• _EXERCISE DATA_
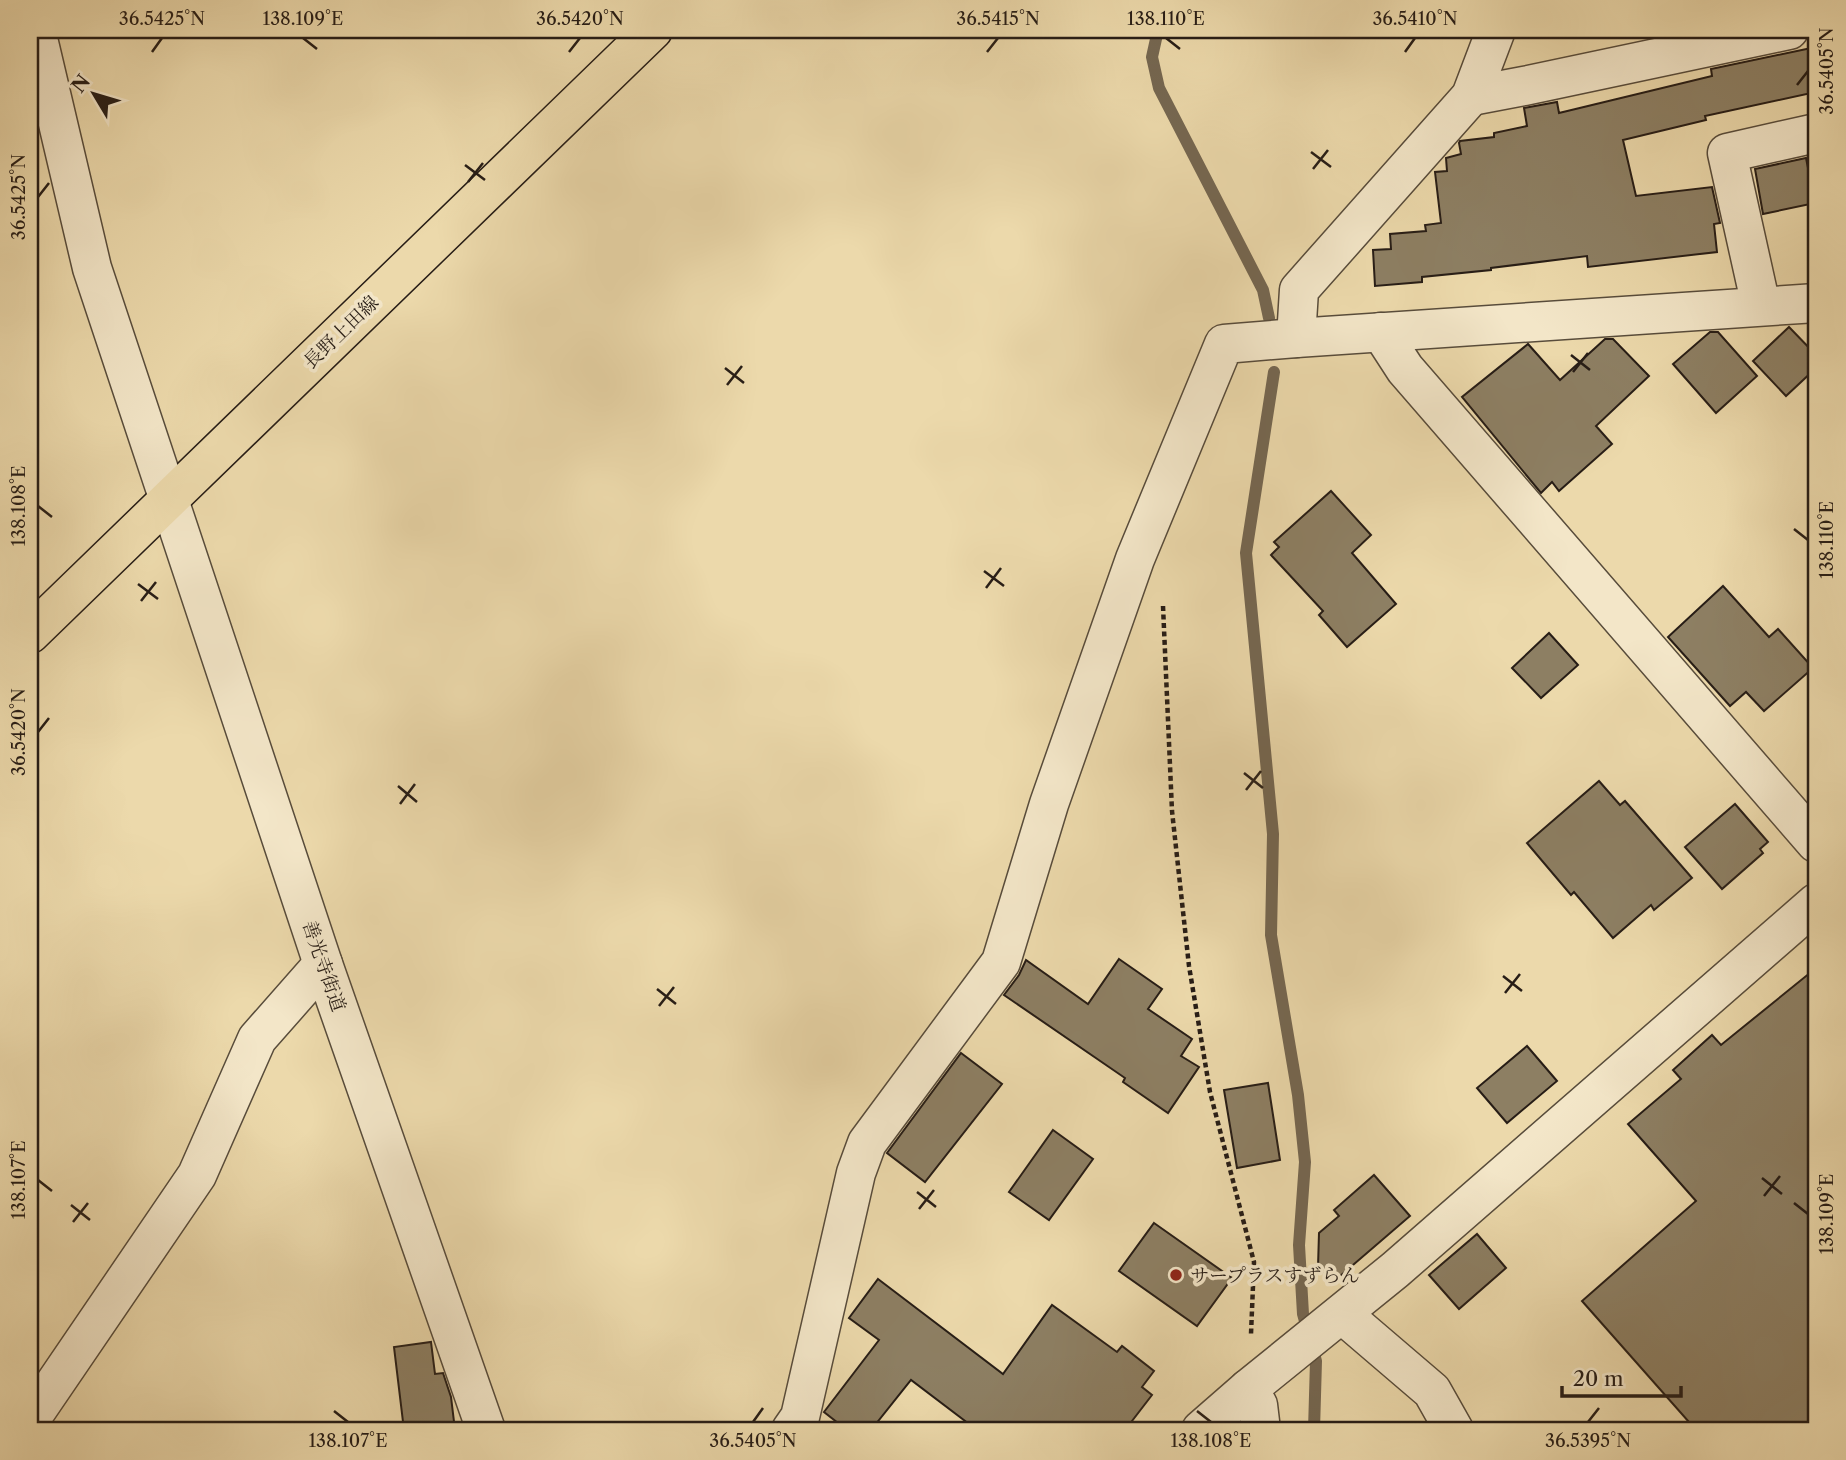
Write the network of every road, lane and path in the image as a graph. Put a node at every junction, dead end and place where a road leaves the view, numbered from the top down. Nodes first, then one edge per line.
...
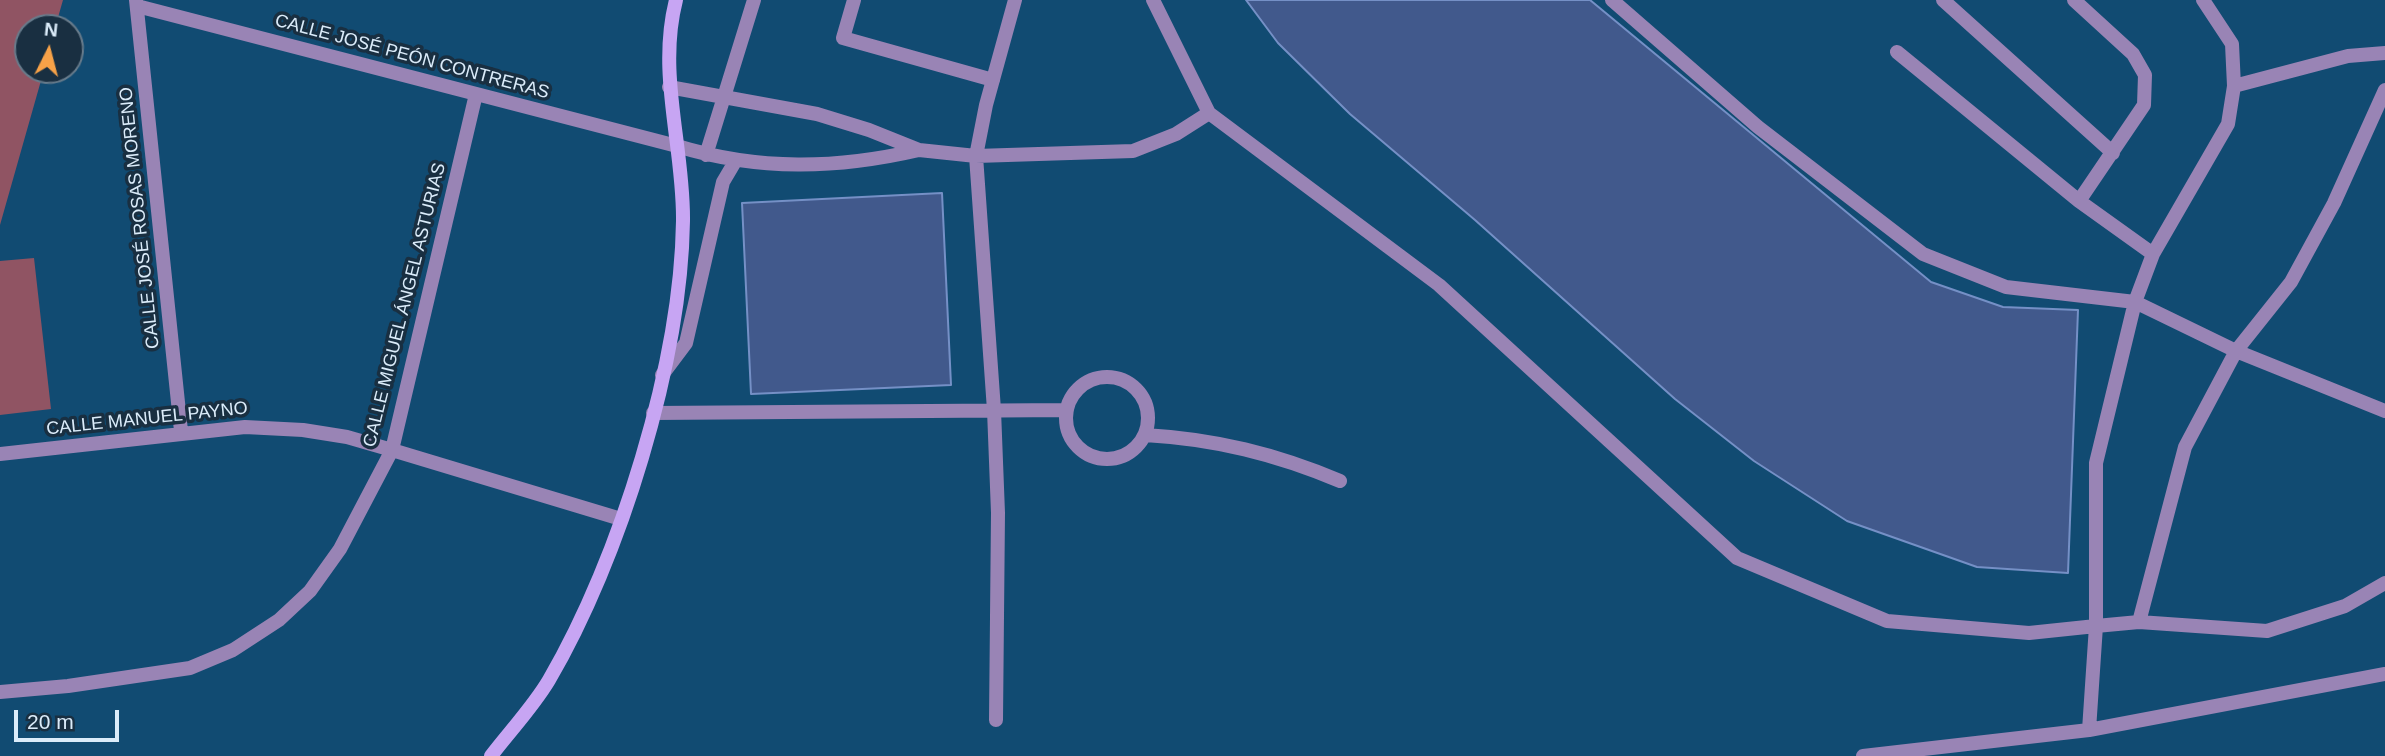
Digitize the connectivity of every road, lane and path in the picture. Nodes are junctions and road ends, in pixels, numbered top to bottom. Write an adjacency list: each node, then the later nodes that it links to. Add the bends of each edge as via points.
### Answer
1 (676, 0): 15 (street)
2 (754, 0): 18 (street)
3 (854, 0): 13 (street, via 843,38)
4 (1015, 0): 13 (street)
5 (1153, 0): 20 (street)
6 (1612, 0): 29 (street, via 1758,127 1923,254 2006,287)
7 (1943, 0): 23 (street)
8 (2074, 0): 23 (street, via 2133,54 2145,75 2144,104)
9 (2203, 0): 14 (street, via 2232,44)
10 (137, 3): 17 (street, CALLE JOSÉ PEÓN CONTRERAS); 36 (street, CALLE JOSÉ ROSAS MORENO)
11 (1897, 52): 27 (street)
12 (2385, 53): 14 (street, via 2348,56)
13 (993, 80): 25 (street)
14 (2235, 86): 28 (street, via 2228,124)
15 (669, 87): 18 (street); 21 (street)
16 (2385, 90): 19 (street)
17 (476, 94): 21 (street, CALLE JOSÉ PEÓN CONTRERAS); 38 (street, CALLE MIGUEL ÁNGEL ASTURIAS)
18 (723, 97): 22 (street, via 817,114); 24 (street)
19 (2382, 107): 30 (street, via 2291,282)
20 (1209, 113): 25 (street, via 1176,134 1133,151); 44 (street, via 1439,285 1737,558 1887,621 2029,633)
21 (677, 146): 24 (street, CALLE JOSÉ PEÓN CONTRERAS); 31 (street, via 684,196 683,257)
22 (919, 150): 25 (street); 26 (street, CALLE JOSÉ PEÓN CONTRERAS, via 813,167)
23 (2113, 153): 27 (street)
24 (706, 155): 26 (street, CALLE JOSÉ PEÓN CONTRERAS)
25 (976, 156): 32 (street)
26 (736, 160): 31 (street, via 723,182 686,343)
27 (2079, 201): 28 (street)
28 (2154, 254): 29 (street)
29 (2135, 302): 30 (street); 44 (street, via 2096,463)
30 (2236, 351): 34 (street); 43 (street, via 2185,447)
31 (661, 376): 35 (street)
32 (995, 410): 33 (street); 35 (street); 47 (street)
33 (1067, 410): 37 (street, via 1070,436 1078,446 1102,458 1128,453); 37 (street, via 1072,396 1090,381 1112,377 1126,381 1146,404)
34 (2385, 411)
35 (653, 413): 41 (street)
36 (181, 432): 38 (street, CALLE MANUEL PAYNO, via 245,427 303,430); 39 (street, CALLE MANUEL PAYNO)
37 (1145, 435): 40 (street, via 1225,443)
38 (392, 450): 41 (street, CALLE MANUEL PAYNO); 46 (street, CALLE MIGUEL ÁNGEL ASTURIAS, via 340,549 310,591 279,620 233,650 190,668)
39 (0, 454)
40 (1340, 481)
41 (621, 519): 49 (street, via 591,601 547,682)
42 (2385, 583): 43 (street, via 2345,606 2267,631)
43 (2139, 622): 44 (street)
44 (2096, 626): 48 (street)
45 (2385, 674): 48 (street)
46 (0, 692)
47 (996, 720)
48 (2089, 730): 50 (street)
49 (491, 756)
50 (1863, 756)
* * *
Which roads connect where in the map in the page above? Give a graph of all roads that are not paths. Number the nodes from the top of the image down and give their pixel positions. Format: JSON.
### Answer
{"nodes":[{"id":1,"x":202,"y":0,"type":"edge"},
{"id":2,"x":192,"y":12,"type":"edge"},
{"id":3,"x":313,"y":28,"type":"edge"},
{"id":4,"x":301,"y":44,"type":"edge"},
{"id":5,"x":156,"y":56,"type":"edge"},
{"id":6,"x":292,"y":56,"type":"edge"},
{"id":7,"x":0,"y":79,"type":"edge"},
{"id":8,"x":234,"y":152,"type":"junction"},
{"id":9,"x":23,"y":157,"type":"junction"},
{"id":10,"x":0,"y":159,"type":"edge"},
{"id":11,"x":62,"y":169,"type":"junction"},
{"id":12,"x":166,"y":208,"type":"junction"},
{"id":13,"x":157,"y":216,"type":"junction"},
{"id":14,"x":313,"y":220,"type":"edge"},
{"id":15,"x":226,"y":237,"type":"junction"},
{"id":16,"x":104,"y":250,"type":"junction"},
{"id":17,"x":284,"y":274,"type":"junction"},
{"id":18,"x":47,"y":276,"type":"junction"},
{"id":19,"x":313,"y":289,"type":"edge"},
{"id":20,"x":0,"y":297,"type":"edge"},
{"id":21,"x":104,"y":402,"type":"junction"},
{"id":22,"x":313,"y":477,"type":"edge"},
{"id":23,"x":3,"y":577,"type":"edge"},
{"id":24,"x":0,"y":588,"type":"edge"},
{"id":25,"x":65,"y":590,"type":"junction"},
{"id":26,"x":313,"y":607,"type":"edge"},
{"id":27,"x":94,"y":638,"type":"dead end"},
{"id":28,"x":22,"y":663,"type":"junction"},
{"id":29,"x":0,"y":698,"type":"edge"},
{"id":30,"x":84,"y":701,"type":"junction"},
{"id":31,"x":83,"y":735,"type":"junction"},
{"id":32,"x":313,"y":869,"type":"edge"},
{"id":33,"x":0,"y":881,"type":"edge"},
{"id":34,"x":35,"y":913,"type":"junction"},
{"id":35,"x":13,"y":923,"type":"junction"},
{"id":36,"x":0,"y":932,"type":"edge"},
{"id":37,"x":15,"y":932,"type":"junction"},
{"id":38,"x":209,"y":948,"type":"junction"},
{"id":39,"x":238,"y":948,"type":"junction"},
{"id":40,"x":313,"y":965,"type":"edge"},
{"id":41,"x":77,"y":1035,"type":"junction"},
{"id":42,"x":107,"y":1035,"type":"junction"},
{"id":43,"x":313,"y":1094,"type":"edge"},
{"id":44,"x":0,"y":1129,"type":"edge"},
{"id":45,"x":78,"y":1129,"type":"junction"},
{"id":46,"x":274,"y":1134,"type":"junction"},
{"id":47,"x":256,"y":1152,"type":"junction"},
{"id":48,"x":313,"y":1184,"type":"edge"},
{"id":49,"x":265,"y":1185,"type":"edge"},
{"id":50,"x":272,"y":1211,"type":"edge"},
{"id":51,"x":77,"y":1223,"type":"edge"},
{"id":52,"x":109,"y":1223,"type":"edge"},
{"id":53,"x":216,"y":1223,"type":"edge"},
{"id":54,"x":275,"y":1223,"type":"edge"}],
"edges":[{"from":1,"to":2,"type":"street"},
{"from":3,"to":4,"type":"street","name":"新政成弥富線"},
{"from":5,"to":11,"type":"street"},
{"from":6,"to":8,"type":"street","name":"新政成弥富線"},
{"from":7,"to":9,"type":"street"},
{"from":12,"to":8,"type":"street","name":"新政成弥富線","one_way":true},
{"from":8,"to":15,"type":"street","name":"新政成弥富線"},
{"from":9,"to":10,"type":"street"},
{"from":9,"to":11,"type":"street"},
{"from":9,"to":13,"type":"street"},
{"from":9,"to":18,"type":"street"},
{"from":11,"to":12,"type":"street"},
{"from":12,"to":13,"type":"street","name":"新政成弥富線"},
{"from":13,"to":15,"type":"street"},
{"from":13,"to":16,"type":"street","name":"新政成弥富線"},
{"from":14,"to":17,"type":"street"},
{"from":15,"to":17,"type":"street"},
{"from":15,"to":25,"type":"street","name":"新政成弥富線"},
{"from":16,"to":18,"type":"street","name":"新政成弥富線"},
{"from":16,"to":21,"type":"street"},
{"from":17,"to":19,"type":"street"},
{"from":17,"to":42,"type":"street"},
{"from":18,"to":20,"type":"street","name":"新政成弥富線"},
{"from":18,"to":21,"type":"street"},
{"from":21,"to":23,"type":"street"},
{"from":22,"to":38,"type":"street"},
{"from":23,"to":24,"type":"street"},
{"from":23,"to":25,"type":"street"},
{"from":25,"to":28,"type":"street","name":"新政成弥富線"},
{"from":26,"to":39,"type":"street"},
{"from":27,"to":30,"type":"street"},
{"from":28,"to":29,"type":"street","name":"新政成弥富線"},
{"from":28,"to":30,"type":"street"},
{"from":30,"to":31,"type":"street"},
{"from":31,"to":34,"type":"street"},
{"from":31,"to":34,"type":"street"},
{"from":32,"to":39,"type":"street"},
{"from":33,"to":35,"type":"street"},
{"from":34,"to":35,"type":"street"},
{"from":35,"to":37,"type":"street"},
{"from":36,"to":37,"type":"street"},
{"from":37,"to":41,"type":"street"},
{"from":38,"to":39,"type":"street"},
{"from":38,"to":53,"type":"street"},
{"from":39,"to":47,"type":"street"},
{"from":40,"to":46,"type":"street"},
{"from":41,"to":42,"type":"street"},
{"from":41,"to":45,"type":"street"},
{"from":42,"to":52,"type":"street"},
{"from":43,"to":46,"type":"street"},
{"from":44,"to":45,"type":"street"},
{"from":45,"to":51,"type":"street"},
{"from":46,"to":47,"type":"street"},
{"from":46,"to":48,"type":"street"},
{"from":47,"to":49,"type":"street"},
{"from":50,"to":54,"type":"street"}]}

• _WHAT TO DO_
Go through the material and copy out every line with "numbered" in it.

• _ANSWER SECTION_
Write the network of every road, lane and path in the image as a graph. Put a node at every junction, dead end and place where a road leaves the view, numbered from the top down. Nodes first, then one edge per line.
Digitize the connectivity of every road, lane and path in the picture. Nodes are junctions and road ends, in pixels, numbered top to bottom. Write an adjacency list: each node, then the later nodes that it links to. Add the bends of each edge as via points.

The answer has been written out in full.